Sunday, August 11, 2013

My Tribe

I remember being about 8 months pregnant with my first and clutching my husbands arm as we crossed a street one weekend during a community fair. There were cars and throngs of people. I felt vulnerable and slow and obvious. I remember thinking to myself, "if a Tiger attacked me right now, I'd be toast, I have zero get up and go, I'd be two treats in one and it'd be over before I knew it."

The feeling got me thinking about how the human race survived with all these slow pregnant women waddling around attracting saber tooth tigers and tyrannosaurs rexes from down below in the valley. Now, I imagine that part of it is that our naturally living ancestors did not suffer from some of the maladies that we do caused by your sedentary life styles, poor posture, and lack of good role models around child bearing and birth. But even if the average early pregnant lady could probably kick my non-pregnant and highly fit butt in a foot race, I imagine that she was slower than her non-pregnant compatriots and if I have learned anything from all the Discovery Channel and Planet Earth I have watched it is that hunters like to pick of the slowest wildebeest in the tribe.

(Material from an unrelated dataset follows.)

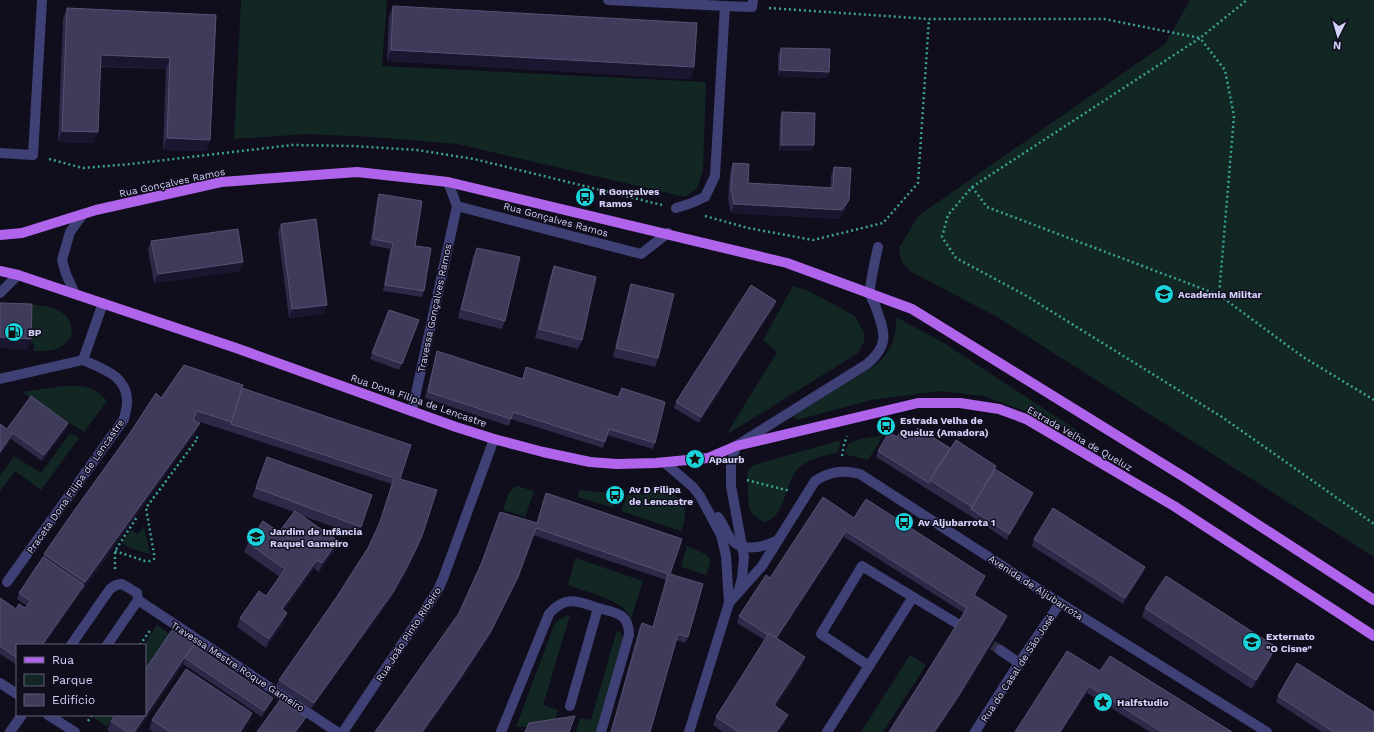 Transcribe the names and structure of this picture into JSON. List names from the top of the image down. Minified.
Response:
{"streets":{"main road":["Rua Gonçalves Ramos","Rua Dona Filipa de Lencastre","Estrada Velha de Queluz"],"street":["Travessa Gonçalves Ramos","Praceta Dona Filipa de Lencastre","Avenida de Aljubarrota","Rua João Pinto Ribeiro","Travessa Mestre Roque Gameiro","Rua do Casal de São José"]},"crossings":[["Rua Gonçalves Ramos","Travessa Gonçalves Ramos"],["Rua Gonçalves Ramos","Estrada Velha de Queluz"],["Travessa Gonçalves Ramos","Rua Dona Filipa de Lencastre"],["Rua Dona Filipa de Lencastre","Estrada Velha de Queluz"],["Rua Dona Filipa de Lencastre","Rua João Pinto Ribeiro"],["Avenida de Aljubarrota","Rua do Casal de São José"]],"places":{"bus stop":["R Gonçalves Ramos","Estrada Velha de Queluz (Amadora)","Av D Filipa de Lencastre","Av Aljubarrota 1"],"school or university":["Academia Militar","Jardim de Infância Raquel Gameiro","Externato \"O Cisne\""],"fuel station":["BP"],"place":["Apaurb","Halfstudio"]},"legend":["Rua","Parque","Edifício"],"north":"bottom"}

So why are we all still here? There are probably lots of good answers to this founded in a solid understanding of human evolutionary science, archeology, and history. This is not one of those answers. I imagine that our fore-mothers did what I have found myself doing. She relied on her tribe. Or on her village as we moved out of the caves and settled down. I would bet early husbands held the hands of pregnant mothers as they crossed the stream and were a little extra vigilant as they climbed aboard the wooly mammoth mini van to drive down to the local Target. When she went to fetch water I image her non-pregnant friends kept their eye on her and carried an extra spear in case the man who met them at the well was more of the rape and pillage type than Eliezer was when he arrived to lure a maiden away with riches as a wife for Isaac.

I felt the power of my own tribe on our recent trip hiking in Sequoia. We saw four bears! Thanks largely to the unnaturally keen vision our official bear spotter, Maura. My husband went on to see five more over the course of the trip.  Normally I am pretty excited about wildlife. On a trip to florida before we were married I stopped paddling our canoe right by a huge alligator so I could get some close up photos. Alarmed, my then boyfriend, now husband, paddled furiously and chastised me for trying to get us eaten (I still don't think they would have gotten into the boat, but I suppose he has been keeping my ass alive, pregnant or not for a while now). But in my hobbled pregnant state these bears made me a bit squirrly. I am the slow wildebeest. But I didn't have to do anything, some of my friends got behind me and others in front and made sure I was never the end of the line. We were not in any likely danger, but my feeling safe mattered, and they didn't think twice about becoming the end of the line themselves. This also kept me safer from the more real risk that I would just be so much slower than everyone else that I would be left behind or twist my ankle thanks to my extra lax joints and no one would notice until they got to the car a few hours later, short 1.5 people.


My tribe has stepped up again this last week when I was told by my PT, that thanks to my abdominal wall tearing apart like a cheap old zipper on an overstuffed duffle bag, I was to rest for a week and not pick up anything over 15 pounds for the rest of my pregnancy. (Did I mention I have a 2 year old? He weighs, 25 pounds...). My sister showed up to play on my day off. My mom took him multiple afternoons. And to my amazement, my two year old, who usually refuses to walk five feet on his own listened thoughtfully as I explained that Mommy had an ouchie and it was hard for her to pick him up and that he needed to walk, did so, without complaint and repeatedly. Even my toddler is part of my tribe.

These days pregnant women and new mommas are not as likely to get eaten by a wild animal or attacked by a neighboring village. But we still need our tribe. We are vulnerable to feeling isolated and alone and stranded. We have a sort of weird hands off rule with new families, etiquette some how telling us to keep our distance rather than come on in and make sure everyone is hanging in there. Isolation seems to be a huge factor in postpartum depression, which impacts at least 10% of new families. Our tribe may do less fending off of wildlife with spears than it once did but its role as support and nurturing for pregnant women and new families are as critical as ever, if not even more important since many women live far away from their family that might have been their natural tribe even a few generations before. As I look around me, I know that I am one slow wildebeest thankful for my tribe.